If ever there were an artist whose life matched his art, it may have been Pyotr Il’yich Tchaikovsky. An extremely focused composer, Tchaikovsky endured numerous personal hardships; lived a frustrated life as a mostly closeted homosexual; and died relatively poor. This torment came through in many of his works; yet so did the composer’s passionate, almost naive romanticism and joy for all things Russian, all things beautiful and good. Tchaikovsky infused his music with an intensity and passion that gives every note significance. His gift of melody is perhaps unmatched by any other composer; his music is at once complex and appealing, deep yet ‘catchy.’
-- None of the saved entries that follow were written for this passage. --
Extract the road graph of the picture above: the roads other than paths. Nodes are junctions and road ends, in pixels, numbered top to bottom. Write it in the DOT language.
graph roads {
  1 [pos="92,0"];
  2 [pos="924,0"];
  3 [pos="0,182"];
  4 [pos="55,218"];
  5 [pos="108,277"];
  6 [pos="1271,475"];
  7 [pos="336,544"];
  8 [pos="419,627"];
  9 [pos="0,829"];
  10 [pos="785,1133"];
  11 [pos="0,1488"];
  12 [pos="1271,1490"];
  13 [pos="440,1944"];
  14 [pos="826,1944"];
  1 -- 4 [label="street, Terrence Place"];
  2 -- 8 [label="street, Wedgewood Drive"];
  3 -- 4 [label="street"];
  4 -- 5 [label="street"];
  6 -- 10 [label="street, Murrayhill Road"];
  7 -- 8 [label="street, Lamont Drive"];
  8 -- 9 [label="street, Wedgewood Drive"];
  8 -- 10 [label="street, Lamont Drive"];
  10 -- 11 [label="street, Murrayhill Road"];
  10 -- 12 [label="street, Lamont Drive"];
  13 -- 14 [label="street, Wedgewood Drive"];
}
Those attributes are best-known from his two trios of larger-scale works: his last three symphonies; and his three ballets, Swan Lake, Sleeping Beauty and The Nutcracker. But they are on abundant, if smaller-scale display in his Overture-Fantasy inspired by William Shakespeare’s great drama, Romeo and Juliet.

At the time when the composer began to work on the music, he had yet to compose a work of public consequence, but his newfound friendship with the composer Balakirev inspired Tchaikovsky to exert special effort in writing and polishing the new work. Indeed, when Tchaikovsky encountered difficulty beginning the work, Balakirev even suggested a few bars of music to start with; within six weeks of Balakirev’s suggestion, Tchaikovsky had completed the first version of Romeo and Juliet, which premiered in 1869.

A vivid and emotionally powerful work, Romeo and Juliet builds on lush, dramatic themes interpolated from the Shakespearean play, within a fairly strict Sonata form. According to the Grove Dictionary, this structural approach “created a situation that suited Tchaikovsky ideally,” by reigning in the composer’s tendency toward “excesses” while allowing him the emotional space to create passionate, exciting music.

Pablo de Sarasate – Carmen Fantasy

In the late 19th century, composers across Europe became enamored with the folk music of Eastern Europe’s nomadic gypsies. Typified by rhythmic flexibility, exotic harmonies, and colorful ornamentation, gypsy music can be viewed, in a way, as the 19th century’s iTunes: a repository of international folk styles, unabashed tune-borrowing, and attention-grabbing musical trickery (as well as often blinding speed). No wonder that composers of the so-called Romantic school, with their focus on pictorial, narrative and emotional expression, would find this music so appealing.

In 1875, the French composer Georges Bizet premiered what would become the most famous gypsy-inspired work of classical music ever: his opera, Carmen. Endowed with glorious marches, sultry arias, and a captivating tale of a gypsy woman whose free-spiritedness brings about her own demise, Carmen has become one of the most-performed operas in the world; its melodies have bled into popular culture through everything from Saturday morning cartoons to adult thriller movies.

Eight years after the opera’s premiere, a rising Spanish violin virtuoso named Pablo de Sarasate seized on its swelling popularity to bolster his own. Despite building his Carmen Fantasy around the catchy, even jaunty melodies of the opera, this was no phone-it-in cover treatment for Sarasate: His Fantasy has since endured in no small part because it is known as one of the most challenging works in the entire violin repertoire. Full of dazzling finger-tricks and exotic embellishments that hearken to the music’s gypsy inspiration, Sarasate’s short five-movement work is arguably the more true reflection of the culture that Bizet sought to highlight in his opera.